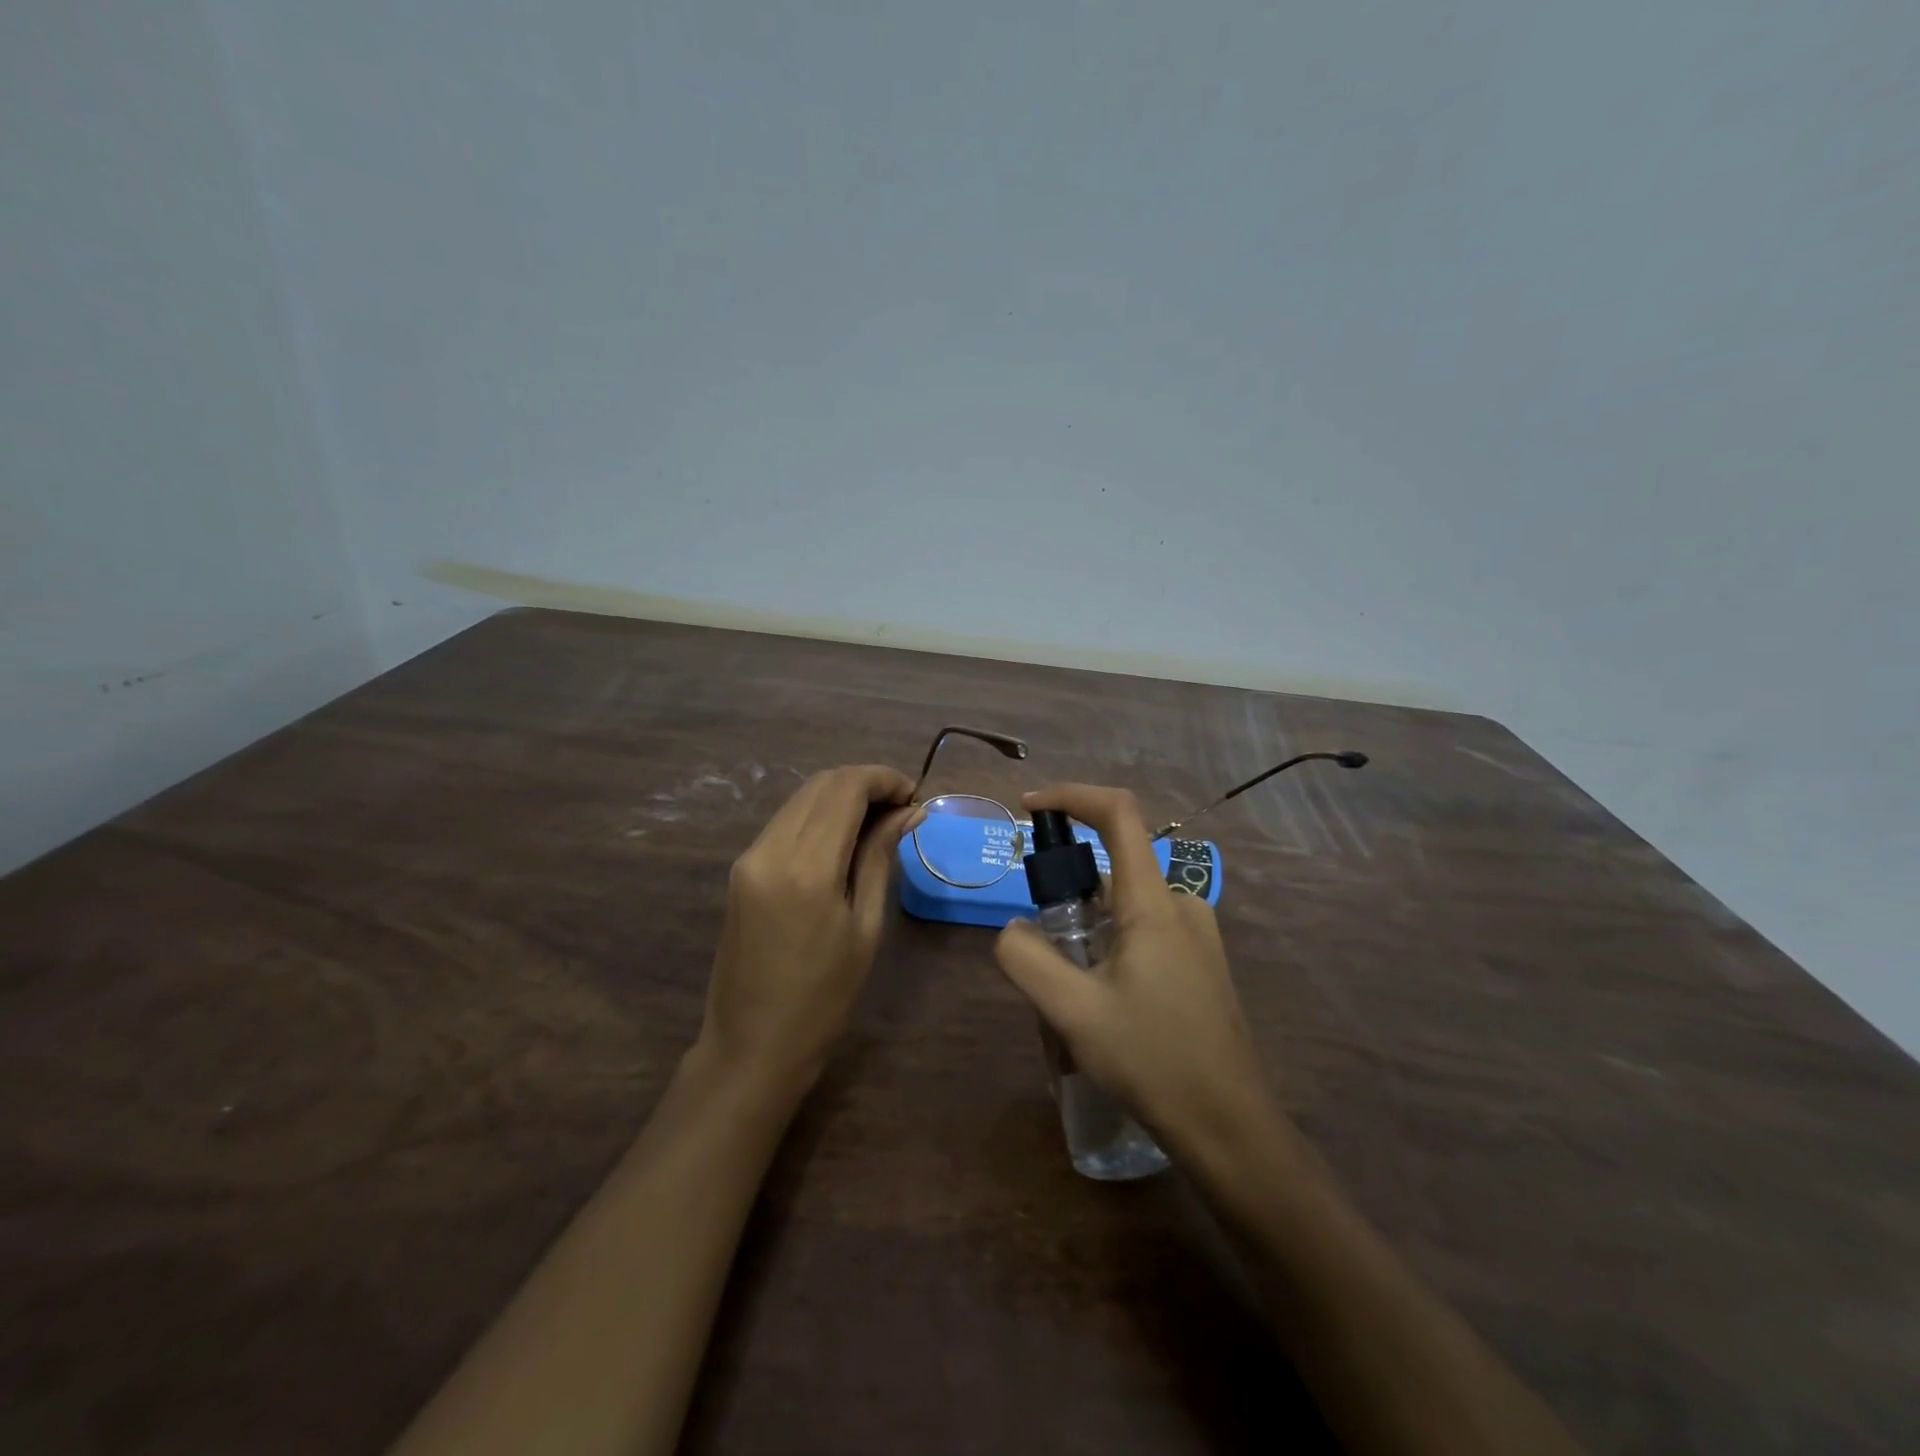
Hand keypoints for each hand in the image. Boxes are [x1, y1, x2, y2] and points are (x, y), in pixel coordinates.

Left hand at [698, 765, 921, 1097]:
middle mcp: (770, 849)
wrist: (752, 1046)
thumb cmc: (823, 998)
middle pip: (821, 784)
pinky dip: (818, 815)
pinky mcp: (741, 868)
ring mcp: (749, 857)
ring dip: (841, 796)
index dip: (883, 779)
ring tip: (879, 821)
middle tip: (901, 807)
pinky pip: (785, 822)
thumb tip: (908, 812)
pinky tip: (844, 837)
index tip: (914, 795)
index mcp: (806, 867)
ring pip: (801, 798)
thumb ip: (879, 858)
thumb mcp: (864, 927)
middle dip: (865, 783)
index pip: (845, 789)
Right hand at [993, 784, 1275, 1161]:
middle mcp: (1181, 905)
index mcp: (1154, 903)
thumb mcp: (1073, 1012)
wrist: (1230, 1127)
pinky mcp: (1199, 962)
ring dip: (1085, 928)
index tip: (1029, 808)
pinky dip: (1108, 944)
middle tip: (1041, 949)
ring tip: (1067, 992)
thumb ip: (1027, 958)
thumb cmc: (1153, 1060)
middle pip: (1113, 866)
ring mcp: (1195, 935)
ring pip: (1124, 905)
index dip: (1071, 796)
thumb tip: (1012, 929)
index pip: (1118, 814)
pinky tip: (1099, 1003)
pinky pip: (1142, 930)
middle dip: (1066, 891)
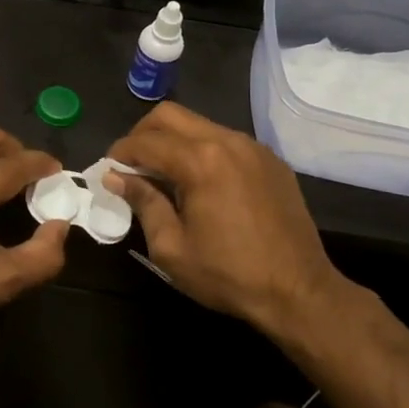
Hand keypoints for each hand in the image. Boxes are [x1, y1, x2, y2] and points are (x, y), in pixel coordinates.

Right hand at [104, 103, 348, 334]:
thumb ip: (142, 202)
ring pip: (199, 124)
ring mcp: (253, 147)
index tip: (108, 172)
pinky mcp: (270, 160)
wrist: (300, 292)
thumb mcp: (172, 247)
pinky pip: (225, 140)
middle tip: (132, 165)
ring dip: (173, 141)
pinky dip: (203, 150)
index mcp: (200, 161)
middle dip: (143, 134)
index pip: (145, 142)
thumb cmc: (229, 275)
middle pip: (170, 115)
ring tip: (164, 175)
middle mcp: (227, 141)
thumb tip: (115, 177)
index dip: (119, 153)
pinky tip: (201, 183)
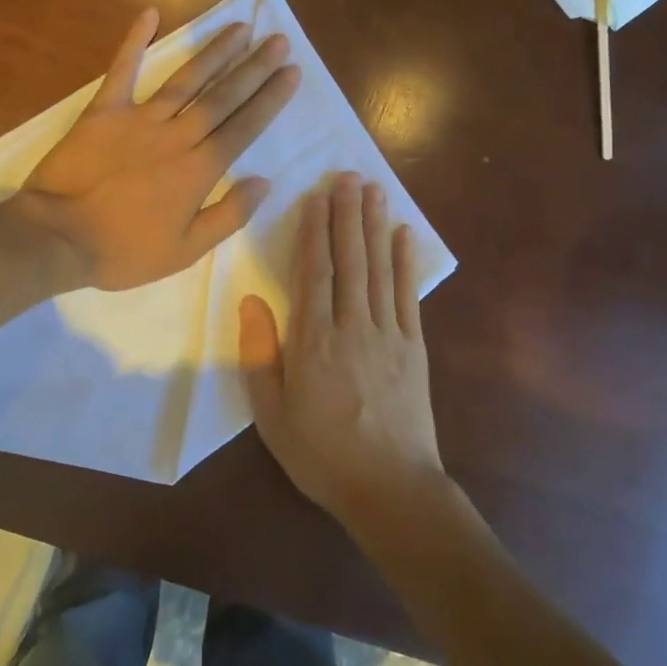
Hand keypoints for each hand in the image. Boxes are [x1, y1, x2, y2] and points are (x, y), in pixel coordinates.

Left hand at [14, 8, 300, 290]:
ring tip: (240, 28)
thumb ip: (229, 215)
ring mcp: (139, 119)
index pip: (244, 126)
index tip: (291, 72)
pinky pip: (122, 70)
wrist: (58, 238)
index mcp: (199, 170)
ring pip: (186, 79)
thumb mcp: (185, 250)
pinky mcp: (104, 111)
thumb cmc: (124, 251)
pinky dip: (134, 41)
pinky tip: (150, 14)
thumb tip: (264, 182)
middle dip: (254, 67)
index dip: (270, 98)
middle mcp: (177, 136)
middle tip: (278, 40)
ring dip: (215, 52)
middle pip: (223, 96)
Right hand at [239, 173, 444, 526]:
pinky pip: (408, 295)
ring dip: (374, 226)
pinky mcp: (414, 347)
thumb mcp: (271, 413)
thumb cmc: (321, 453)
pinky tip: (403, 235)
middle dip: (347, 214)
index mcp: (313, 341)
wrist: (390, 489)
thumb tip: (251, 300)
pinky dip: (405, 262)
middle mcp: (352, 326)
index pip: (313, 272)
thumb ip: (259, 354)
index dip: (314, 230)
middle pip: (349, 259)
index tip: (315, 197)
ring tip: (373, 190)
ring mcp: (389, 334)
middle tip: (347, 176)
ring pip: (378, 269)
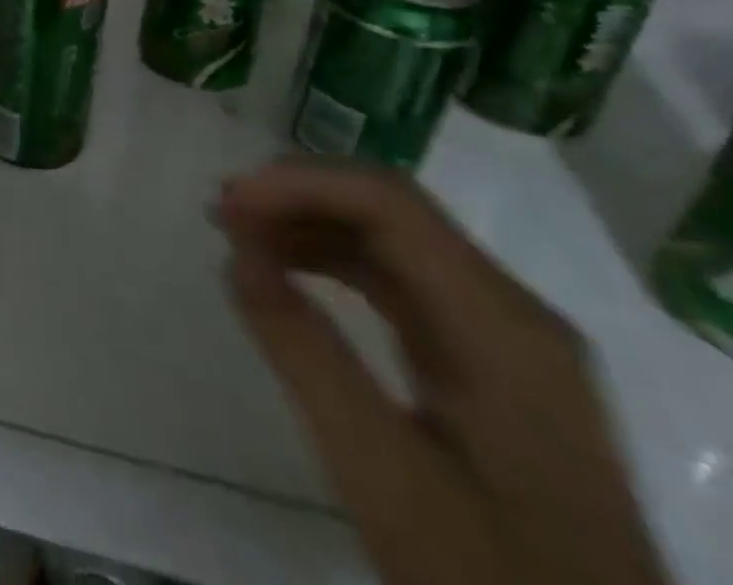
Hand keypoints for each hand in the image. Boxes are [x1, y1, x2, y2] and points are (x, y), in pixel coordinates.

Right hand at [217, 160, 669, 584]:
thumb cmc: (484, 569)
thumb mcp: (382, 469)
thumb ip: (304, 350)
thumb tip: (235, 251)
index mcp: (503, 326)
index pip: (390, 205)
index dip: (298, 186)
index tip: (226, 208)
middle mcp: (512, 312)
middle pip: (392, 209)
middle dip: (297, 195)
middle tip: (220, 211)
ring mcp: (505, 336)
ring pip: (391, 238)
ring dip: (308, 222)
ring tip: (235, 233)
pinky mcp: (486, 360)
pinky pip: (397, 278)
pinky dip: (331, 259)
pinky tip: (284, 269)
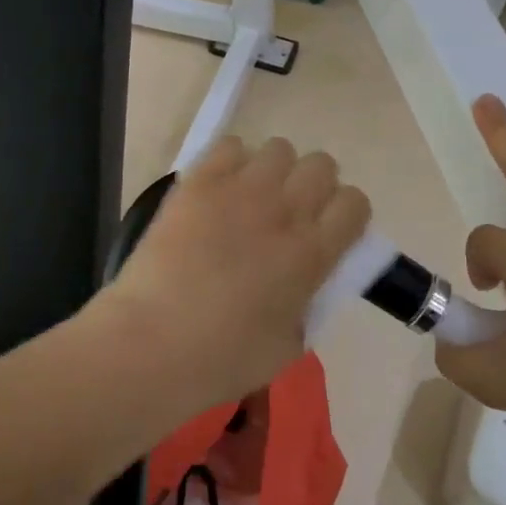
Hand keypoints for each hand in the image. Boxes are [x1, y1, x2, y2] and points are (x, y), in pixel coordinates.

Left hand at [97, 136, 370, 414]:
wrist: (151, 344)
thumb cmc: (221, 359)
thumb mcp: (288, 345)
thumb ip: (307, 304)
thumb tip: (304, 283)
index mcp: (313, 254)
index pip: (354, 203)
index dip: (346, 215)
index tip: (330, 232)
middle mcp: (285, 211)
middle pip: (321, 165)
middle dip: (313, 186)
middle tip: (290, 213)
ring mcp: (241, 190)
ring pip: (280, 149)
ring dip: (274, 172)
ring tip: (252, 198)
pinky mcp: (199, 182)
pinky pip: (230, 146)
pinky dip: (232, 162)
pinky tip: (219, 190)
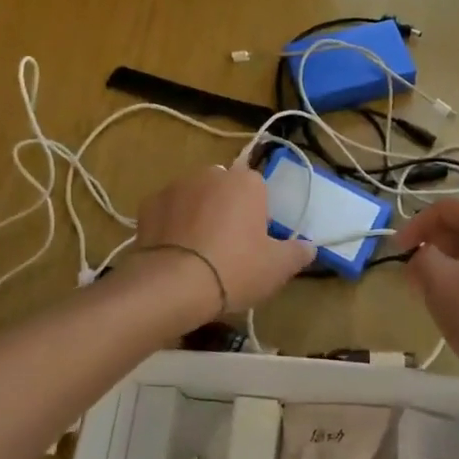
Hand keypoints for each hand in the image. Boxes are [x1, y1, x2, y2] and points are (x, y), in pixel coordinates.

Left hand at [131, 162, 315, 324]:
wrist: (172, 284)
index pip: (259, 189)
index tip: (255, 242)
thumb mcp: (277, 268)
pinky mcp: (149, 203)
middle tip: (228, 249)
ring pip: (195, 197)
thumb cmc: (234, 269)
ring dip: (198, 215)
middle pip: (225, 189)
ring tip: (197, 254)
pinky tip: (174, 254)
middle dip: (227, 210)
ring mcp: (176, 186)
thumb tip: (309, 246)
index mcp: (246, 182)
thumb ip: (297, 253)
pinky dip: (171, 225)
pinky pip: (168, 211)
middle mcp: (211, 174)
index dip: (258, 215)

- **What you will do**: When a line carries an image, skip the image and repeat everything else above exactly as written.

- **Task response**:
Hand keypoints for each hand in the image. Boxes are [x1, y1, x2, y2] and points are (x, y), in pixel coordinates.

Left hand at [698, 765, 921, 1097]:
middle mcp: (770, 849)
wrist: (752, 1046)
thumb cmc: (823, 998)
middle pip: (821, 784)
pinky dip: (818, 815)
pinky mcp: (741, 868)
ring mcp: (749, 857)
ring dip: (841, 796)
index dip: (883, 779)
ring tip: (879, 821)
middle tip: (901, 807)
pinky pip: (785, 822)
thumb tip: (908, 812)
pinky tip: (844, 837)
index tip: (914, 795)
index mcp: (806, 867)
ring pip: (801, 798)
thumb ip: (879, 858)
thumb mcp: (864, 927)
middle dip: (865, 783)
index pip: (845, 789)
Right hand at [993, 784, 1275, 1161]:
middle mcp: (1181, 905)
index mcp: (1154, 903)
thumb mcp: (1073, 1012)
wrist: (1230, 1127)
pinky mcp: (1199, 962)
ring dip: (1085, 928)
index tip: (1029, 808)
pinky dip: (1108, 944)
middle tip: (1041, 949)
ring tip: (1067, 992)
thumb ip: (1027, 958)
thumb cmc: (1153, 1060)
middle pip: (1113, 866)
ring mcp: (1195, 935)
ring pip: (1124, 905)
index dip: (1071, 796)
thumb tip: (1012, 929)
index pip: (1118, 814)
pinky tip: (1099, 1003)
pinky pip: (1142, 930)
middle dip: (1066, 891)
Hand keypoints for each hand in the image. Boxes are [x1, y1, x2, y2] and points are (x, y), in pixel coordinates.

Right hand at [104, 103, 348, 334]:
thumb ip: (142, 202)
ring pip: (199, 124)
ring mcp: (253, 147)
index tip: (108, 172)
pinky mcp: (270, 160)
wrist: (300, 292)
thumb mcp: (172, 247)
pinky pip: (225, 140)
middle tip: (132, 165)
ring dip: (173, 141)
pinky dip: (203, 150)
index mcp: (200, 161)
middle dip: (143, 134)
index pip: (145, 142)
thumb cmc: (229, 275)
middle pip: (170, 115)
ring tip: (164, 175)
middle mcp: (227, 141)
thumb tip: (115, 177)
index dip: (119, 153)
pinky tip: (201, 183)
Hand keypoints for each hand in the image. Boxes are [x1, y1, x2, y2] and points are (x, y), in pixel coordinates.

Left hand at [14, 8, 300, 290]:
ring tip: (240, 28)
thumb ip: (229, 215)
ring mcp: (139, 119)
index pip: (244, 126)
index tip: (291, 72)
pinky pip: (122, 70)
wrist: (58, 238)
index mcp: (199, 170)
ring pip: (186, 79)
thumb mcp: (185, 250)
pinky mcp: (104, 111)
thumb cmc: (124, 251)
pinky dip: (134, 41)
pinky tip: (150, 14)
thumb tip: (264, 182)
middle dip: (254, 67)
index dip: (270, 98)
middle mcp: (177, 136)
middle tip: (278, 40)
ring dip: (215, 52)
middle pip: (223, 96)
Right hand at [239, 173, 444, 526]:
pinky pip: (408, 295)
ring dip: (374, 226)
pinky mcp: (414, 347)
thumb mcp: (271, 413)
thumb cmc: (321, 453)
pinky tip: (403, 235)
middle dip: (347, 214)
index mcp: (313, 341)
wrist: (390, 489)
thumb tip: (251, 300)
pinky dip: (405, 262)
middle mcp: (352, 326)
index pip: (313, 272)
thumb ip: (259, 354)
index dip: (314, 230)
middle pip: (349, 259)
index tip: (315, 197)
ring tip: (373, 190)
ring mcp: (389, 334)
middle tip: (347, 176)
ring pip: (378, 269)
Hand keypoints for each hand in the image. Boxes are [x1, y1, x2, y2] and points are (x, y), in pixel coordinates.

Right hand at [217, 160, 669, 584]:
thumb cmc: (484, 569)
thumb mcp: (382, 469)
thumb ip: (304, 350)
thumb tip: (235, 251)
index mcp: (503, 326)
index pip: (390, 205)
index dip: (298, 186)
index tip: (226, 208)
middle mcp: (512, 312)
middle pip: (392, 209)
middle dip: (297, 195)
middle tip: (220, 211)
ring mcp: (505, 336)
ring pip: (391, 238)
ring dip: (308, 222)
ring tip: (235, 233)
pinky mcp: (486, 360)
pinky pip: (397, 278)
pinky dip: (331, 259)
pinky tip: (284, 269)
Hand keypoints for each hand in the image. Boxes are [x1, y1, x2, y2] and points are (x, y), in pixel coordinates.

Left hand at [97, 136, 370, 414]:
wrist: (151, 344)
thumb cmc: (221, 359)
thumb mcp: (288, 345)
thumb ip: (307, 304)
thumb tip: (304, 283)
index mcp: (313, 254)
index pip: (354, 203)
index dip: (346, 215)
index tip: (330, 232)
middle mcp: (285, 211)
middle pip: (321, 165)
middle dip: (313, 186)
middle tip: (290, 213)
ring mcp: (241, 190)
ring pip: (280, 149)
ring dip: (274, 172)
ring tip: (252, 198)
pinky mcp: (199, 182)
pinky pip: (230, 146)
pinky dip: (232, 162)
pinky tip: (219, 190)
Hand keypoints for each hand in the image. Boxes are [x1, y1, x2, y2] and points are (x, y), in pixel coordinates.

Left hand at [131, 162, 315, 324]:
wrist: (172, 284)
index pip: (259, 189)
index tip: (255, 242)
thumb mcp: (277, 268)
pinky mcp: (149, 203)
middle tip: (228, 249)
ring pip: (195, 197)
thumb cmc: (234, 269)
ring dip: (198, 215)
middle pip: (225, 189)
ring tip: (197, 254)
pinky tip: (174, 254)
middle dip: (227, 210)
ring mcp: (176, 186)
thumb tip: (309, 246)
index mcp: (246, 182)
thumb ip: (297, 253)
pinky dip: (171, 225)
pinky pip: (168, 211)
middle mcp: (211, 174)
index dip: (258, 215)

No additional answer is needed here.